Consult your veterinarian if you suspect your pet has fleas. Once your veterinarian confirms the diagnosis, a treatment plan may include:
- Topical or oral treatment or the use of shampoos, sprays and powders on the pet.
- Thorough cleaning of your house, including rugs, bedding and upholstery. Severe cases may require using a spray or a fogger, which requires temporary evacuation of the home.
- Lawn treatments may also be needed if your pet keeps getting re-infected every time they go outside.
- Patience—clearing fleas can take persistence and likely will not resolve overnight. Remember, it’s easier to prevent fleas than it is to treat them.
*It is very important to follow labeled recommendations or your veterinarians’ recommendations for using flea products. Going outside these recommendations may lead to serious issues.
Keeping the outside of your house free from organic debris like rake clippings and leaves could help prevent fleas since they like to hide in dark, moist and shady areas.
Use this list and consult with your veterinarian to pick the best options for flea protection for your pet.
Ticks are parasites that feed on blood and can plague our dogs and cats.

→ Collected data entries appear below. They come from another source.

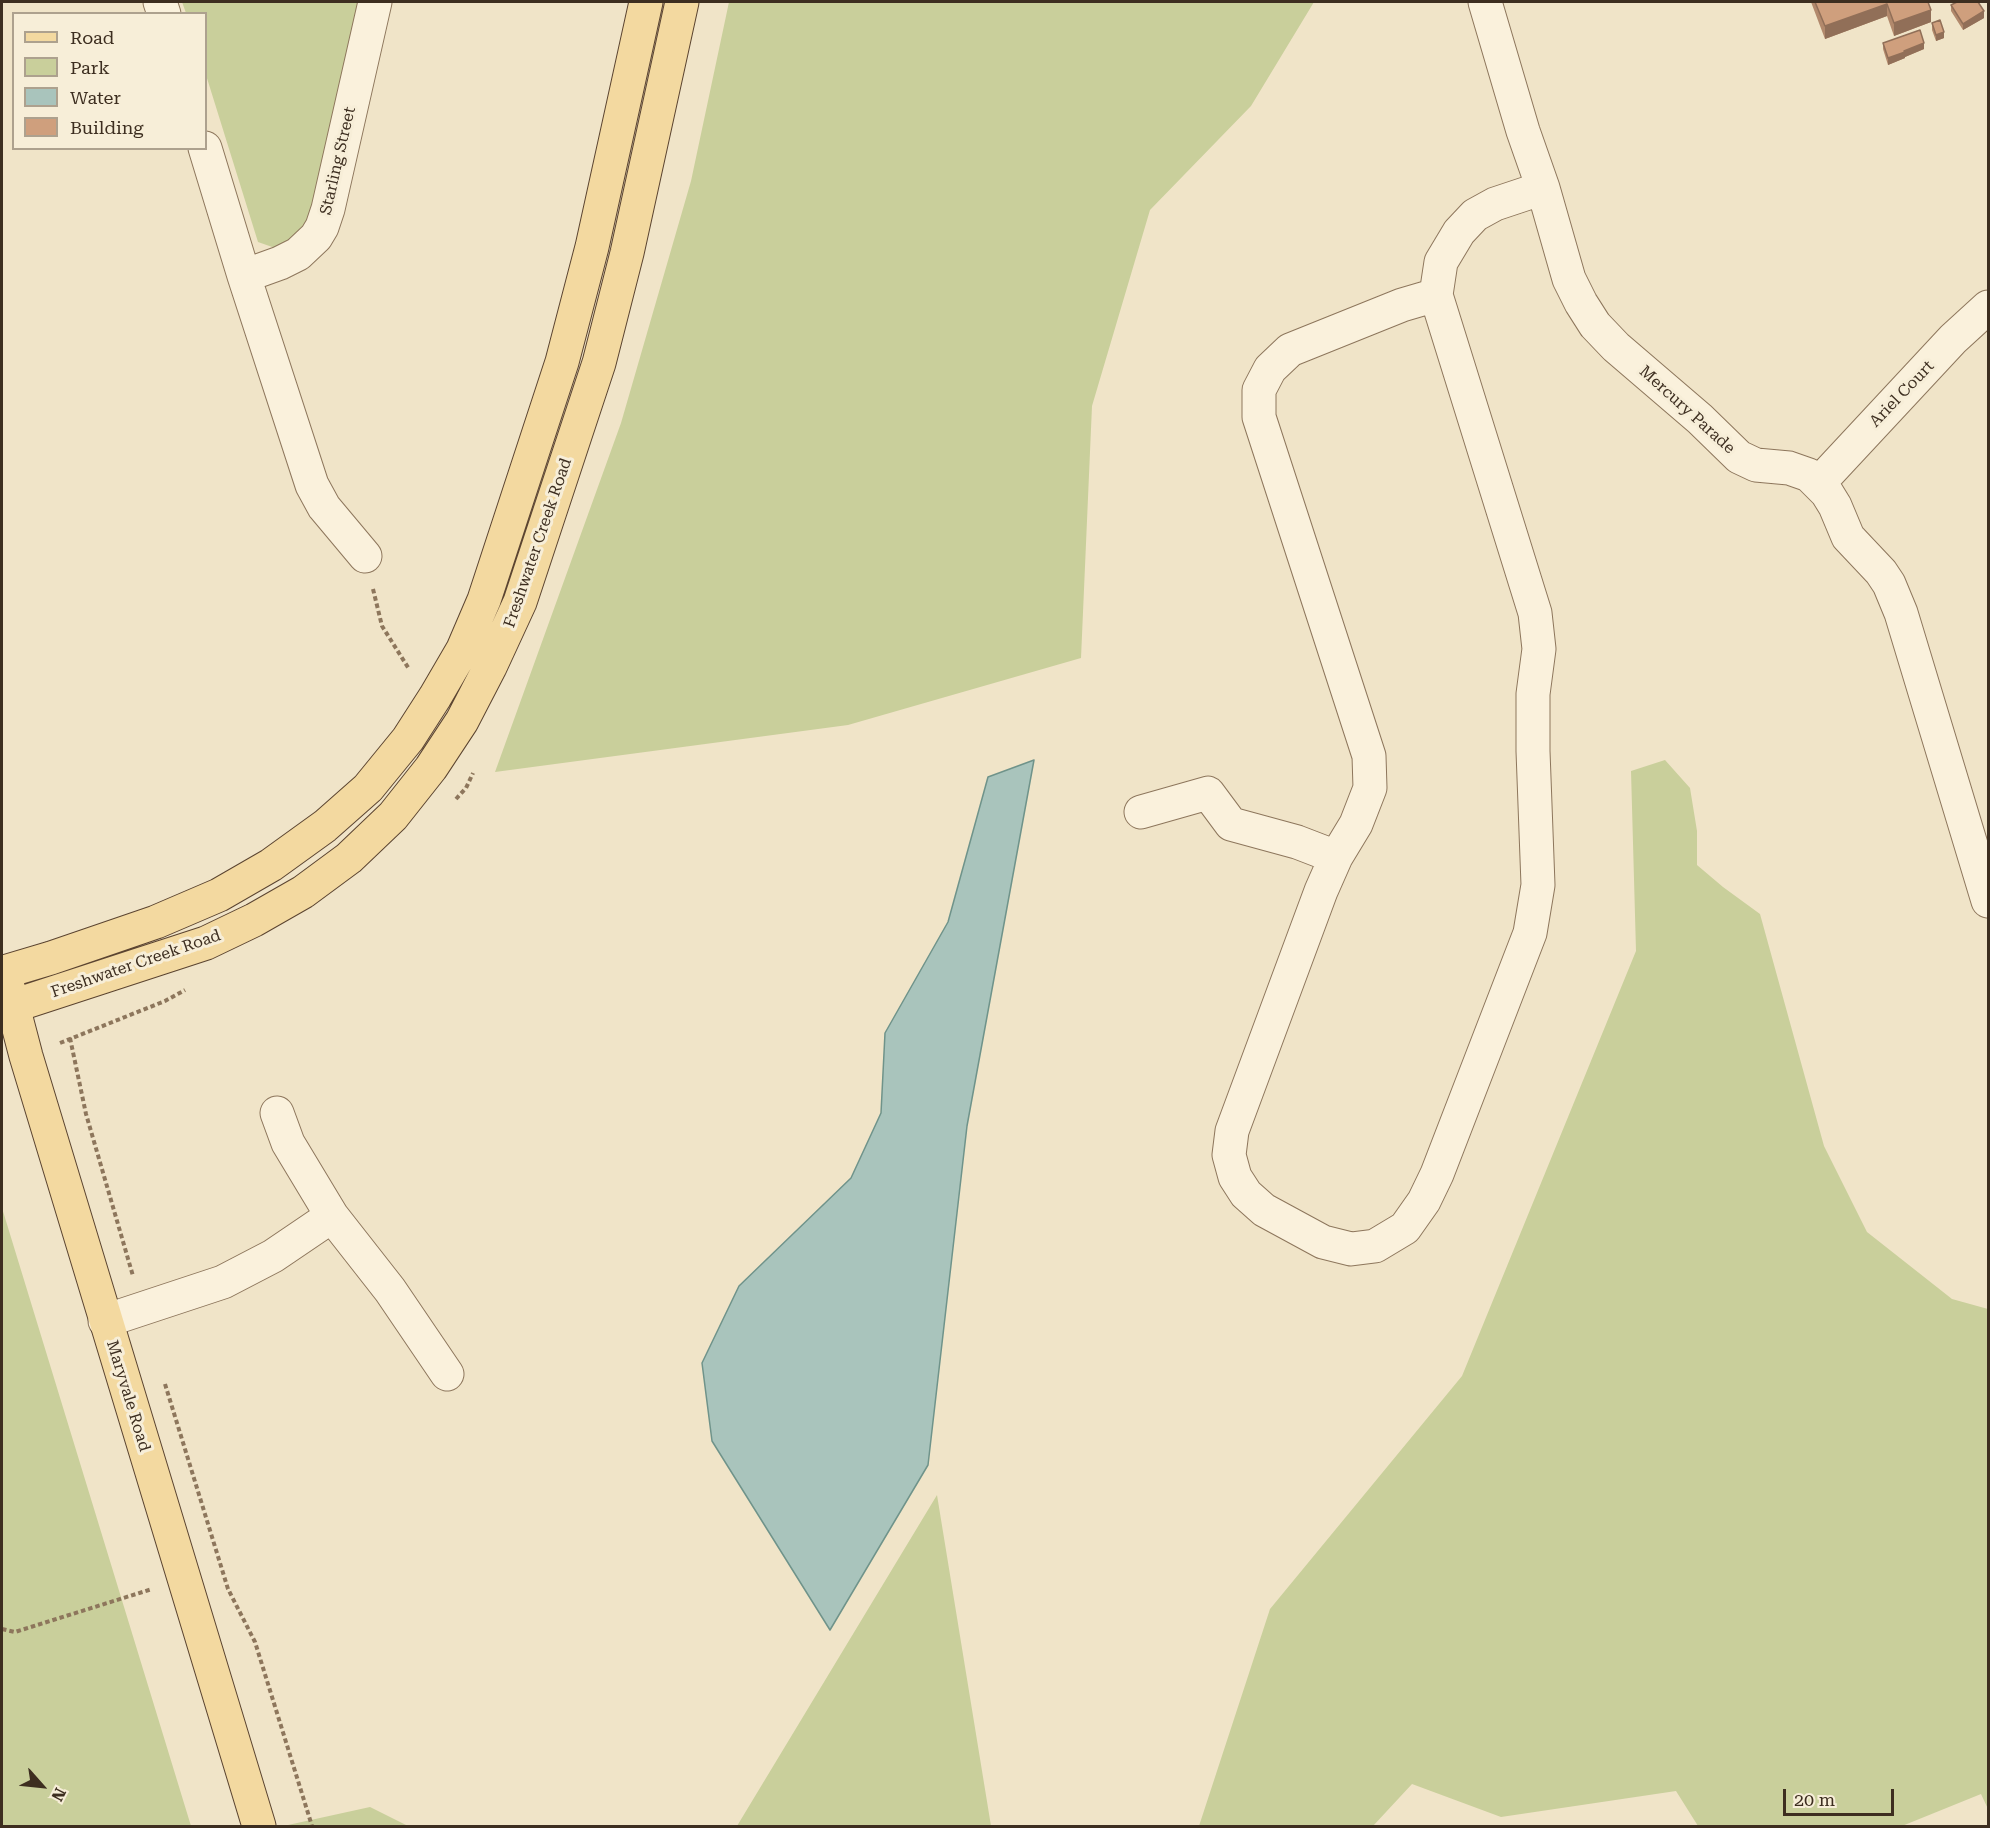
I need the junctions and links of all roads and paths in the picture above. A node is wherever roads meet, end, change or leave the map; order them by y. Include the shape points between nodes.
1 (375, 2) edge
2 (646, 2) edge
3 (682, 2) edge
4 (1485, 2) edge
5 (206, 150) edge
6 (1543, 188) junction
7 (244, 276) junction
8 (1436, 295) junction
9 (1989, 307) edge
10 (1818, 484) junction
11 (365, 556) joint
12 (435, 697) junction
13 (1141, 812) dead end
14 (1336, 857) junction
15 (1989, 901) edge
16 (3, 968) edge
17 (13, 1006) junction
18 (70, 1038) dead end
19 (277, 1113) dead end
20 (332, 1216) junction
21 (142, 1308) junction
22 (105, 1321) junction
23 (447, 1374) dead end
24 (163, 1376) dead end
25 (185, 1580) junction
26 (2, 1629) edge
27 (259, 1827) edge
28 (312, 1827) edge

1 - 7 street, Starling Street via 322,227 298,254
2 - 12 main road, Freshwater Creek Road via 592,247 562,362 484,600 463,649
3 - 17 main road, Freshwater Creek Road via 599,363 520,602 462,720 431,768 393,816 349,858 303,892 254,920 206,943
4 - 6 street, Mercury Parade
5 - 7 street
6 - 8 street via 1475,215 1441,262
6 - 10 street, Mercury Parade via 1569,279 1595,325 1739,457 1756,465 1798,471
7 - 11 street via 312,485 324,507
8 - 14 street via 1290,350 1270,369 1259,390 1259,417 1370,756 1370,788 1356,824
8 - 14 street via 1535,614 1539,649 1533,694 1538,885 1530,933 1424,1201 1405,1228 1375,1246 1351,1249 1323,1242 1264,1210 1234,1177 1229,1155 1232,1131
9 - 10 street, Ariel Court via 1953,339
10 - 15 street, Mercury Parade via 1835,506 1848,537 1881,572 1895,597
11 - 12 path via 382,626 412,674
12 - 16 main road, Freshwater Creek Road via 408,740 368,788 325,826 271,865 219,895 156,922 51,958
13 - 14 street via 1208,793 1231,824
16 - 17 main road, Maryvale Road
17 - 22 main road, Maryvale Road
18 - 21 path via 86,1114
19 - 20 street via 288,1143
20 - 21 street via 273,1256 223,1282
20 - 23 street via 390,1290
21 - 22 street
22 - 25 main road, Maryvale Road
24 - 28 path via 228,1589 255,1642
25 - 26 path via 15,1632
25 - 27 main road, Maryvale Road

Though their presence may not be noticeable, ticks can transmit many diseases through their bite.
Ticks tend to be most active in late spring and summer, but species and disease transmission can vary based on where you live. They can be found living in tall brush or grass where they can attach themselves to dogs and outdoor cats and are more prominent in warm climates and certain wooded areas of the Northeast. Ticks are often the size of a pinhead before they bite and prefer to attach close to the head, neck, ears and feet but can be found anywhere on your pet’s body. They can also transfer from pets coming into the household from outdoors.

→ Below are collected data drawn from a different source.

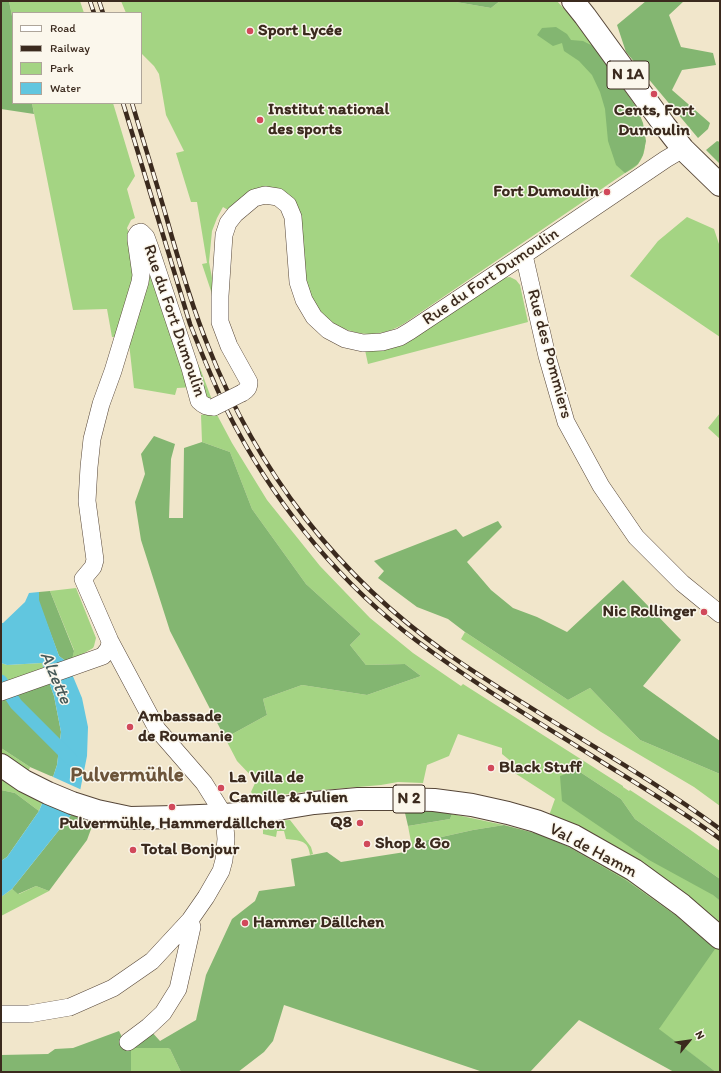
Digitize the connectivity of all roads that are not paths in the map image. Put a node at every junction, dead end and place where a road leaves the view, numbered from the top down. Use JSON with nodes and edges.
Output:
{"nodes":[{"id":1,"x":573,"y":1,"type":"edge"},
{"id":2,"x":683,"y":149,"type":"junction"},
{"id":3,"x":720,"y":185,"type":"edge"},
{"id":4,"x":524,"y":255,"type":"junction"},
{"id":5,"x":720,"y":614,"type":"edge"},
{"id":6,"x":110,"y":641,"type":"junction"},
{"id":7,"x":1,"y":692,"type":"edge"},
{"id":8,"x":1,"y":765,"type":"edge"},
{"id":9,"x":224,"y":815,"type":"junction"},
{"id":10,"x":190,"y":920,"type":"junction"},
{"id":11,"x":720,"y":938,"type":"edge"},
{"id":12,"x":1,"y":1014,"type":"edge"},
{"id":13,"x":128,"y":1042,"type":"dead end"}],
"edges":[{"from":1,"to":2,"type":"main road","number":"N 1A"},
{"from":2,"to":3,"type":"main road","number":"N 1A"},
{"from":2,"to":4,"type":"street","name":"Rue du Fort Dumoulin"},
{"from":4,"to":5,"type":"street","name":"Rue des Pommiers"},
{"from":4,"to":6,"type":"street","name":"Rue du Fort Dumoulin","bridge":true},
{"from":6,"to":7,"type":"street"},
{"from":6,"to":9,"type":"street","name":"Rue du Fort Dumoulin"},
{"from":8,"to":9,"type":"main road","name":"Val de Hamm","number":"N 2"},
{"from":9,"to":10,"type":"street"},
{"from":9,"to":11,"type":"main road","name":"Val de Hamm","number":"N 2"},
{"from":10,"to":12,"type":"street"},
{"from":10,"to":13,"type":"street"}]}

While these parasites don’t often cause obvious discomfort, you should regularly check your pet for ticks if you live in an area where they are common, especially if they spend a lot of time outdoors.
Run your hands carefully over your pet every time they come inside and pay close attention to the inside and exterior of the ears, as well as their head and feet. Possible complications from a tick bite include:
- Blood Loss
- Tick paralysis
- Skin irritation or infection
- Lyme disease
If you do find a tick on your pet, it is vital to take proper care when removing it as any contact with the tick’s blood can potentially transmit infection to your pet or even to you. Follow these step-by-step instructions for a prompt and calm removal.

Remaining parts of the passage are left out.